Y-a-t-il vraiment émergence d’une science 2.0 ?

Je travaille actuellement à l’écriture d’un article sur une hypothétique science 2.0, avec comme interrogation principale : quelles sont les évolutions du mode de publication scientifique et les nouveaux usages liés au web 2.0 ?
L’étude s’avère très difficile à effectuer. L’examen du classement science de wikio, l’étude de la présence des articles sur les plateformes types delicious ou citeulike révèlent un côté scientifique en fait très incertain.
Le premier problème, c’est que nous n’avons pas inventé les nouvelles nétométries, qui nous permettraient d’évaluer de nouveaux effets de type viral sur les réseaux type web 2.0. De même, les moteurs pour examiner les réseaux sociaux et les plateformes de partage de signets ou d’articles sont inexistants ou mauvais.
De plus, l’usage s’avère assez faible. Les articles les plus référencés émanent des archives ouvertes mais cela n’atteint pas des sommets de partage.
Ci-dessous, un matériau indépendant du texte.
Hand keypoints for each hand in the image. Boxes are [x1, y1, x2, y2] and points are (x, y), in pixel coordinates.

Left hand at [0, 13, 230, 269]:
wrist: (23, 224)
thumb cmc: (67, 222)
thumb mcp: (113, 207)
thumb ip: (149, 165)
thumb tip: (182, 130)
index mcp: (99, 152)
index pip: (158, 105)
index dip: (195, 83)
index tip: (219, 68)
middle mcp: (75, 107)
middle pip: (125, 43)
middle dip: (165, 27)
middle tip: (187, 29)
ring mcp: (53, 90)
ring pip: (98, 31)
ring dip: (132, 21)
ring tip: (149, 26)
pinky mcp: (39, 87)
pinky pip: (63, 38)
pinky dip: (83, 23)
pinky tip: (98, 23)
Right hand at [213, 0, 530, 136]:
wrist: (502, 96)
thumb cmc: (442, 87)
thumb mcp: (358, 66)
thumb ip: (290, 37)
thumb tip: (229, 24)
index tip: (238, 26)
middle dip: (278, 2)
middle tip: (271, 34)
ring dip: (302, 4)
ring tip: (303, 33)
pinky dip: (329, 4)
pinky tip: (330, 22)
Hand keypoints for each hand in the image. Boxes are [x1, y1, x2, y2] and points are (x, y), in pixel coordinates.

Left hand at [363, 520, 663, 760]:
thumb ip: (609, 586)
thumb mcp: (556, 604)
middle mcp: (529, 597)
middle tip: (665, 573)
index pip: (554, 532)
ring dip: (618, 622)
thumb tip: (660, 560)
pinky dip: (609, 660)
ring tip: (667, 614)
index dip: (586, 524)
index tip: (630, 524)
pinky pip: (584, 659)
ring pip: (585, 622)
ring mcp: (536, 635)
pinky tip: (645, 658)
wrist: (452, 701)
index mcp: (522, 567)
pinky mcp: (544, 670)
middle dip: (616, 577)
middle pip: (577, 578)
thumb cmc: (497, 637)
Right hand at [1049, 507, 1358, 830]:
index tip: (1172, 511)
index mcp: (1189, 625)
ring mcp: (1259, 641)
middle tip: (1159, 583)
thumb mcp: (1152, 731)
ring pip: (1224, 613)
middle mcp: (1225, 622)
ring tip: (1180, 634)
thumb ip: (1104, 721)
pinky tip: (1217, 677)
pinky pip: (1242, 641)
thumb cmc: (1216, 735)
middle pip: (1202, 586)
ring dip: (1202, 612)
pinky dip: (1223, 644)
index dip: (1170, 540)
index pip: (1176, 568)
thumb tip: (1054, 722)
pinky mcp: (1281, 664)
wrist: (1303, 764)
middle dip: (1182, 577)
De plus, les articles les plus partagés en provenance d’archivesic sur delicious concernent les questions autour du web 2.0 et des folksonomies. Ce qui produit un effet gênant : je suis souvent un des principaux auteurs référencés sur ces réseaux. En clair, trois ou quatre auteurs émergent fréquemment et notamment mon co-auteur.
On tourne en rond et quelle conclusion en tirer si ce n’est que ceux qui parlent le plus de l’évolution du web sont aussi ceux qui parlent le plus de ces outils, qui incitent le plus à leur usage, et qui de fait sont les plus souvent mentionnés par ceux qu’ils ont convaincus. Ce travail de communication s’effectuant sur les sphères de la popularité et notamment la blogosphère.
Je ne suis donc pas du tout convaincu que la science 2.0 existe vraiment. Nous sommes probablement dans d’autres types d’effets, notamment toujours dans le glissement de l’autorité à la popularité. Avec également des élargissements des sphères de la légitimité scientifique vers des sphères annexes par contiguïté notamment sur les blogs. Les blogs scientifiques devenant de plus en plus des blogs politiques ces derniers mois sans que pour autant la figure du savant ne refasse surface.
Il s’agit aussi de nouvelles formes de vulgarisation scientifique dont les effets positifs me semblent intéressants tant ils tendent à rapprocher sphère professionnelle et sphère scientifique. Dès lors s’agit-il de science ou de vulgarisation? Les deux problèmes devant être distingués, ce qui s’avère en fait difficile puisque de plus en plus les mêmes canaux peuvent être utilisés. De la convergence des médias, on glisse dans le mélange.
J’aboutis à une aporie dont je ne parviens pas à me sortir. Les usages sont faibles, les atouts sont importants mais les risques aussi. Faut-il former à l’e-science?
En tout cas, il va falloir tenter de mettre en place de nouveaux outils de mesure qui permettent de mettre en avant la science en action ainsi que la science en liaison. J’en appelle donc aux spécialistes des diverses métries et notamment Jean Véronis.
J’en appelle donc à vos commentaires, ici ou par mail sur vos usages scientifiques en ce qui concerne les outils du web 2.0. On notera que mon billet de blog constitue également un sujet d’études qui concerne pleinement le sujet.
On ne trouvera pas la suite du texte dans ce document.